Records follow. Pull out every line that contains "above".
(Information provided)
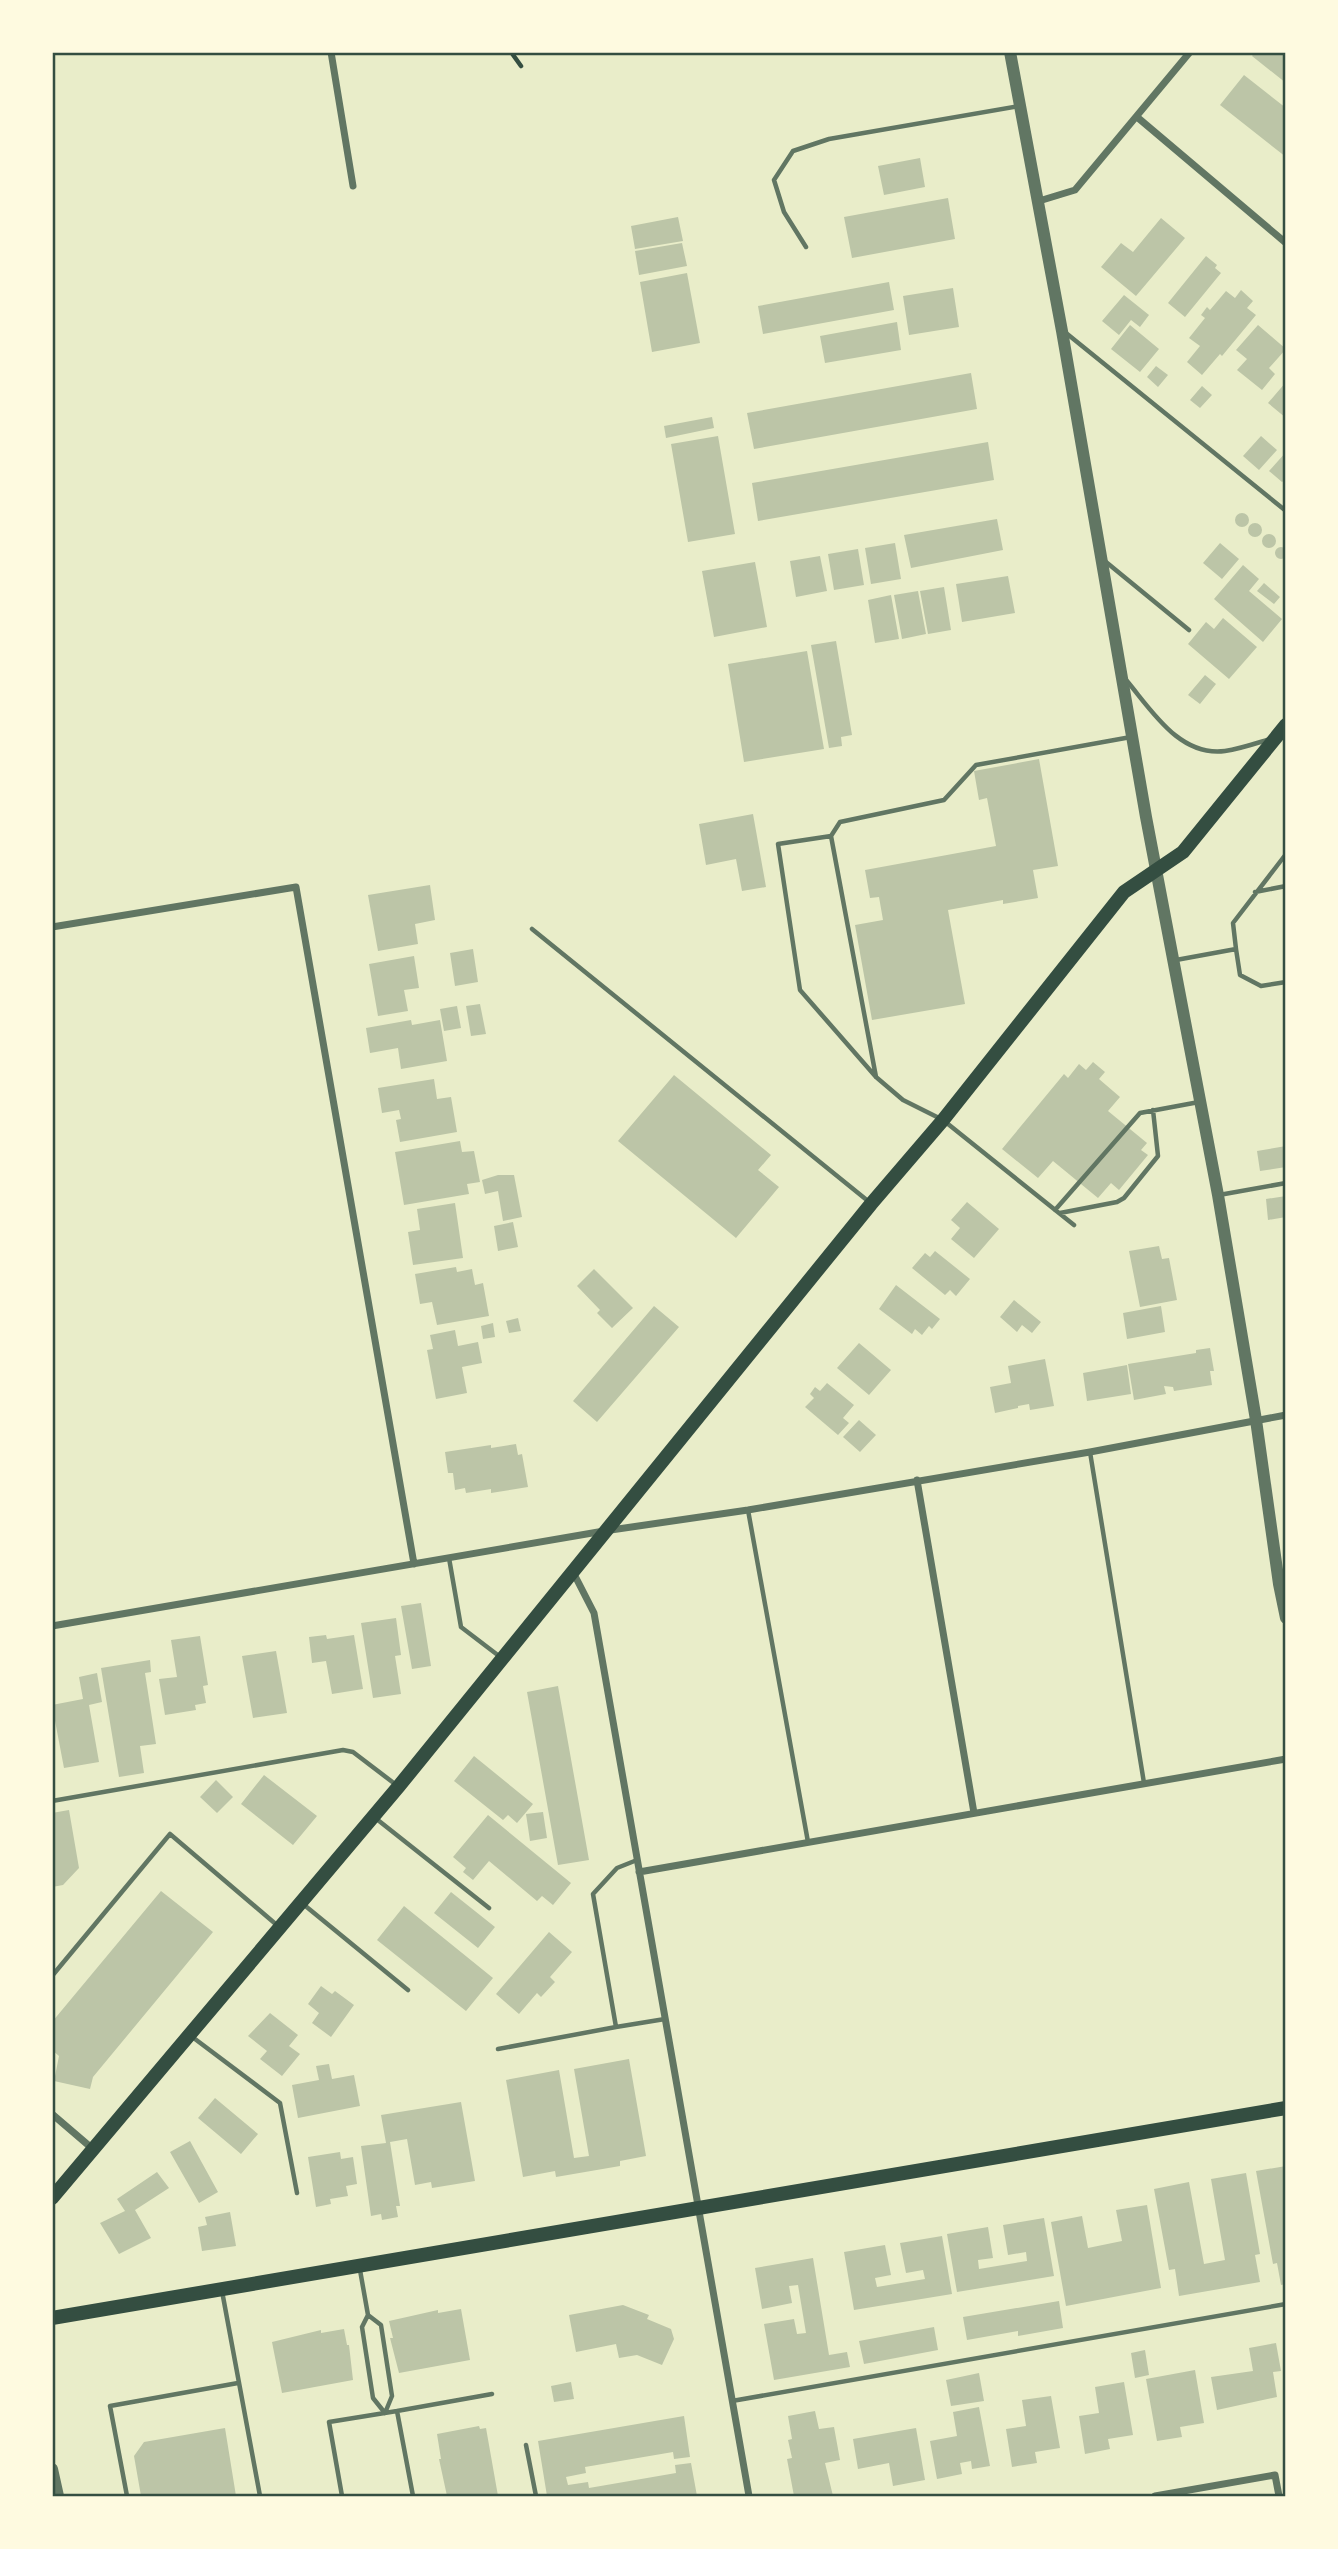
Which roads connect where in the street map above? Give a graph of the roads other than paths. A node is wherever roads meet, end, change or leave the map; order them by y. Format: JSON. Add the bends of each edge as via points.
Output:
(End Information provided)
(Information provided)
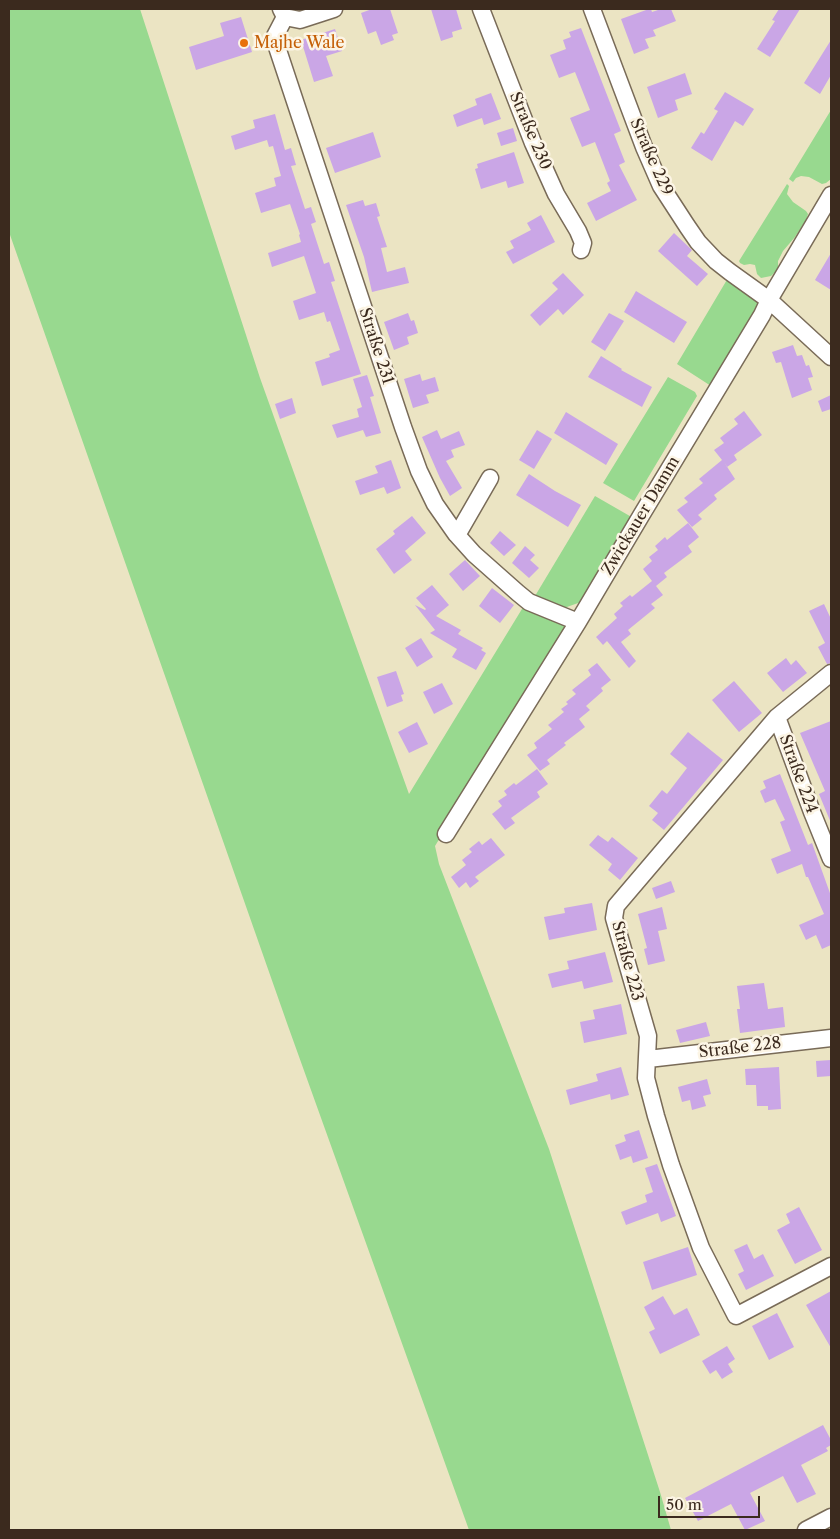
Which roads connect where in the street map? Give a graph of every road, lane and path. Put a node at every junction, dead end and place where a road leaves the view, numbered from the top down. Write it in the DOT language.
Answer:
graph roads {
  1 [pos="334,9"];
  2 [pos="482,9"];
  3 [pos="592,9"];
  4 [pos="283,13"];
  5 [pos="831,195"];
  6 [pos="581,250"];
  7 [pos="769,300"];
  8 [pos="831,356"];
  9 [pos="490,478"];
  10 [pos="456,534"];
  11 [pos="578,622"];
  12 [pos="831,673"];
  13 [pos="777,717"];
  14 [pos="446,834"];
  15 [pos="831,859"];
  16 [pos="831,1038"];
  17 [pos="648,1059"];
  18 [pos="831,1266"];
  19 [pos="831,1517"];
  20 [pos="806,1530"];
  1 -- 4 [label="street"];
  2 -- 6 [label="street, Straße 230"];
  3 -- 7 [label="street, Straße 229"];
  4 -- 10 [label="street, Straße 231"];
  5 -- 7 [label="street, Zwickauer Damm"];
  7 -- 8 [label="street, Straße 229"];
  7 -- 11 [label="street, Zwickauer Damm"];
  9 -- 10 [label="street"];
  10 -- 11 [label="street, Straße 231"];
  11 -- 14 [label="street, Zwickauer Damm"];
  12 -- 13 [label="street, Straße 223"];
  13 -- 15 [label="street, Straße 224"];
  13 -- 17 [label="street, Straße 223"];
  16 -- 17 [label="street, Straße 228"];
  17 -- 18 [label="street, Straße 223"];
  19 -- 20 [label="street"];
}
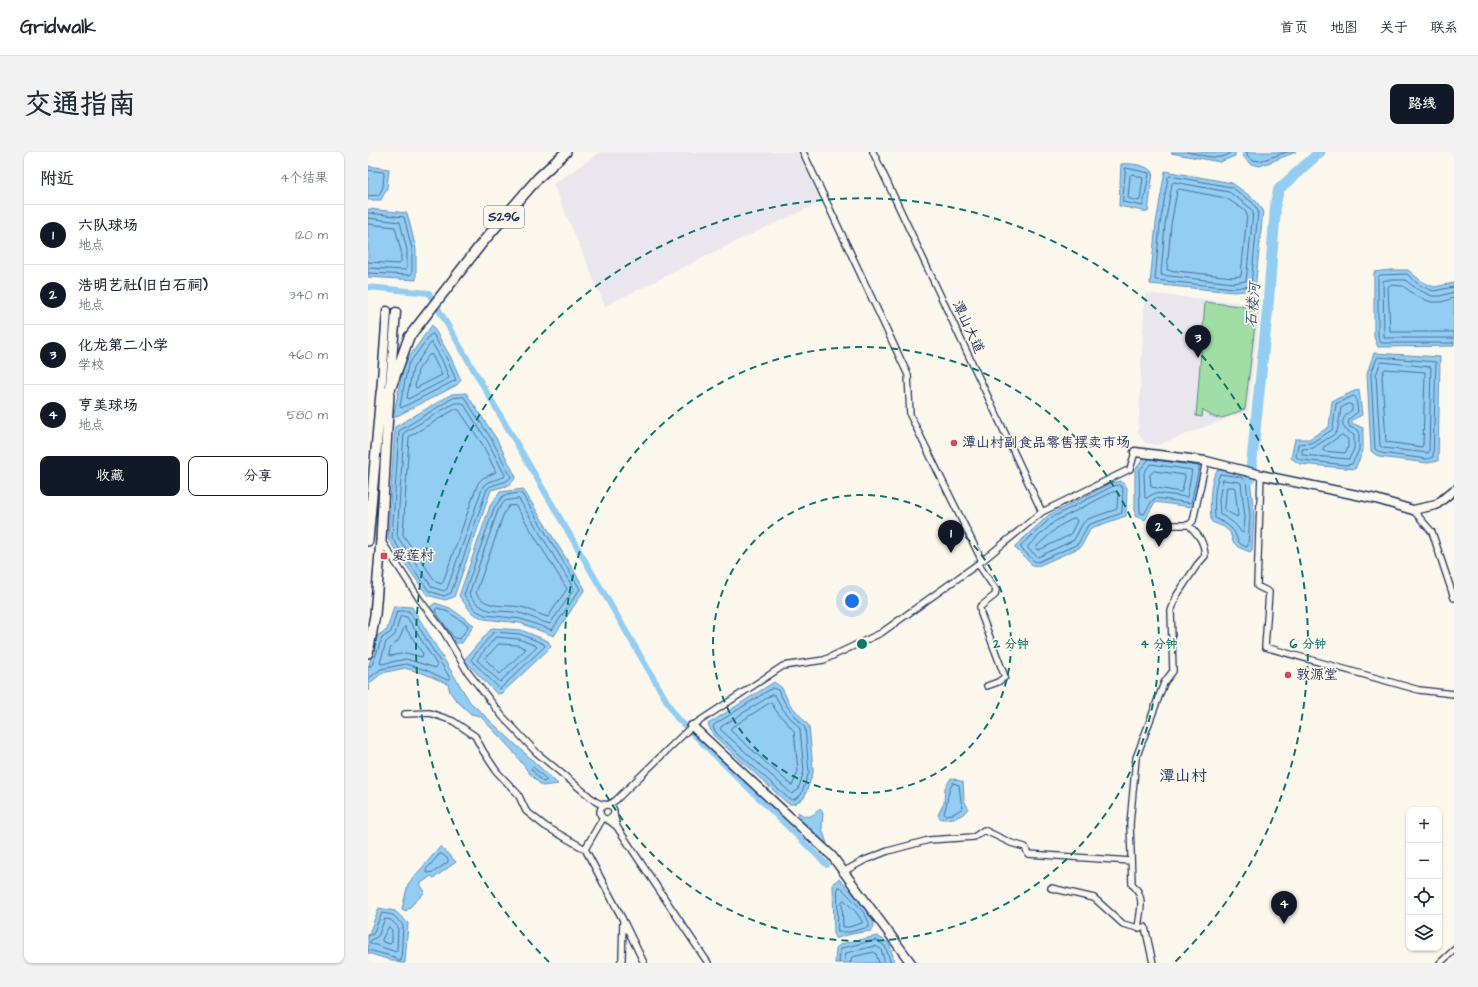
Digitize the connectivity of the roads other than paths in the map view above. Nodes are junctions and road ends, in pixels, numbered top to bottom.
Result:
(End Information provided)
(Information provided)
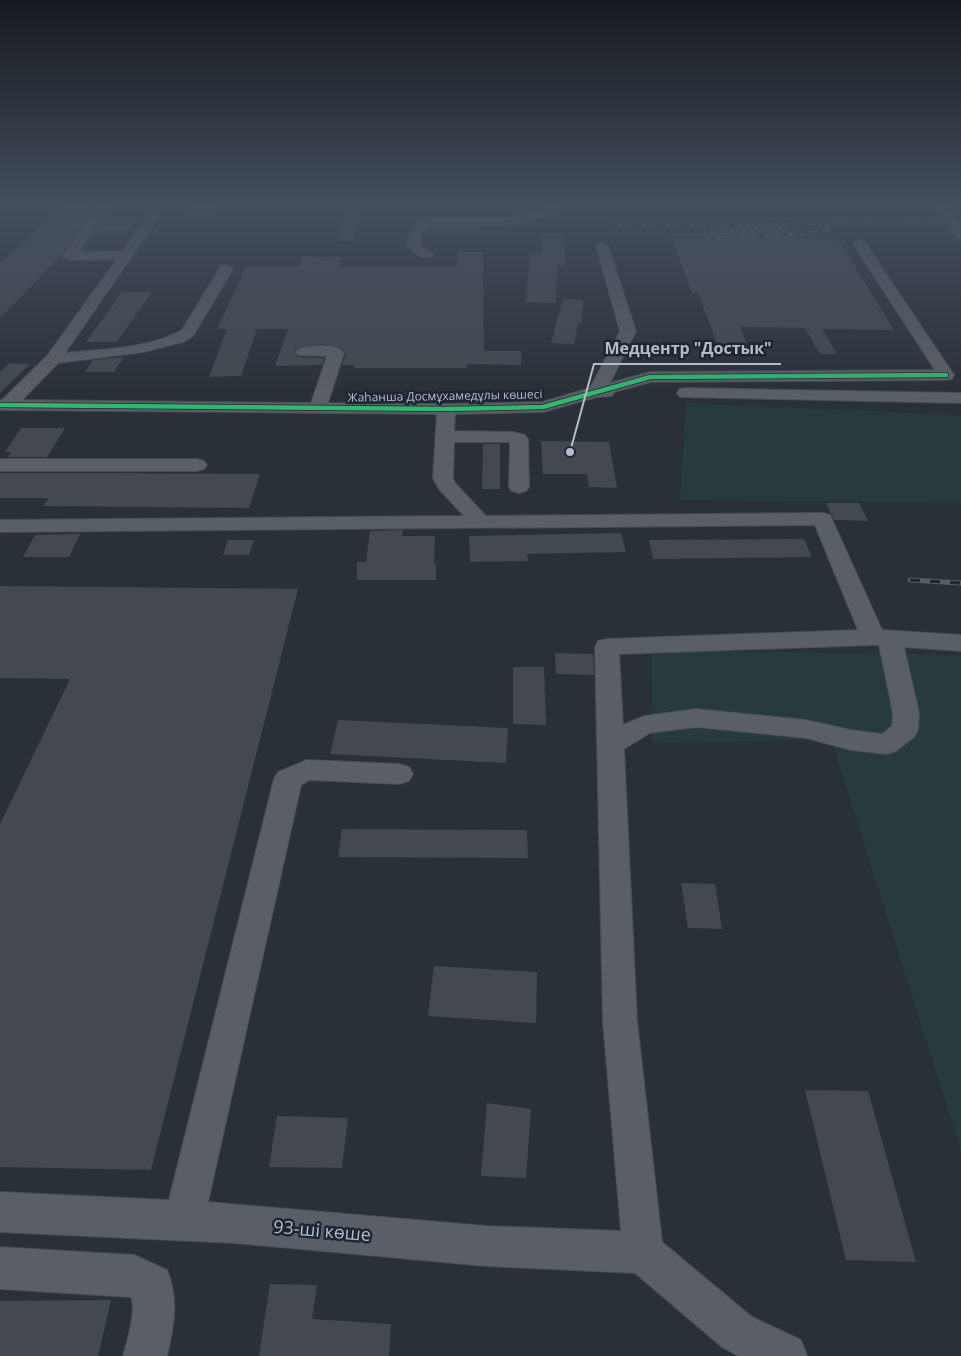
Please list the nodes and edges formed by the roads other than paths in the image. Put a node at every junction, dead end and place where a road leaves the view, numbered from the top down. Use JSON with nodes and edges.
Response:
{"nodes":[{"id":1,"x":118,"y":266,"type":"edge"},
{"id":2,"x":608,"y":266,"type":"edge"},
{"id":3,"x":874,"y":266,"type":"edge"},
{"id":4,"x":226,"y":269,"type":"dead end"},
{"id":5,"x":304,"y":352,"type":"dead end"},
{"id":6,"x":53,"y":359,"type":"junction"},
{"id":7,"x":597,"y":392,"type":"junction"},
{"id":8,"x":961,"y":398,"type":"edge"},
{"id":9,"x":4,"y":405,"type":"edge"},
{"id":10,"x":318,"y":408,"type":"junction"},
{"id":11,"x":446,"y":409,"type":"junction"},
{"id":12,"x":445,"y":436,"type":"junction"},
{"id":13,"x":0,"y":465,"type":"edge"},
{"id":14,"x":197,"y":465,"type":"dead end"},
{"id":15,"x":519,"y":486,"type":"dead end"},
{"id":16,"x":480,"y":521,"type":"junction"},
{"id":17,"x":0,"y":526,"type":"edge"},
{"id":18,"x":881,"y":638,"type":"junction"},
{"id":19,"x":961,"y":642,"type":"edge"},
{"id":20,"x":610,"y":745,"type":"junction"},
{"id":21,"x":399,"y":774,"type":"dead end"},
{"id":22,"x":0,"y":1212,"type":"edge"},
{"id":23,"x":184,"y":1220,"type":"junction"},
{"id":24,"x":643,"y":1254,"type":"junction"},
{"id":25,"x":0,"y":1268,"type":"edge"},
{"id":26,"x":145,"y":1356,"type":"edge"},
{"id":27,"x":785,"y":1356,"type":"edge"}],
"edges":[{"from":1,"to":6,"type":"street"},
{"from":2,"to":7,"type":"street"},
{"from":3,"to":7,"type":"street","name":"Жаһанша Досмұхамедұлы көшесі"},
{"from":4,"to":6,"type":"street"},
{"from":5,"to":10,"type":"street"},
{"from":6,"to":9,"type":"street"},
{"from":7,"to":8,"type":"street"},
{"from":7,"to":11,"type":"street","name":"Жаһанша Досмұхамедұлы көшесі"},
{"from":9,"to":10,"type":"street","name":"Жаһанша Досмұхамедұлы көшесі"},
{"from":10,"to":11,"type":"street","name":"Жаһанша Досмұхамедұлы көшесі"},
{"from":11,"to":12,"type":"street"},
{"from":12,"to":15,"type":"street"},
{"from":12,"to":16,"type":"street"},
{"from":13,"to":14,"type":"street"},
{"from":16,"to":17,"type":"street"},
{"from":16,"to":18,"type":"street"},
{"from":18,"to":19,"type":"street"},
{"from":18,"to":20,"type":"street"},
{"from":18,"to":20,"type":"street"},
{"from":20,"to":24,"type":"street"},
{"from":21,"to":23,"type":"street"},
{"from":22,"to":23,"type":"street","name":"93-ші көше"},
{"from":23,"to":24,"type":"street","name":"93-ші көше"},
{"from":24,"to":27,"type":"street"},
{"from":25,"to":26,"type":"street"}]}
(End Information provided)
● Response to the task:
Which roads connect where in the street map above? Give a graph of the roads other than paths. A node is wherever roads meet, end, change or leave the map; order them by y. Format: JSON. Add the bends of each edge as via points.
Digitize the connectivity of the roads other than paths in the map view above. Nodes are junctions and road ends, in pixels, numbered top to bottom.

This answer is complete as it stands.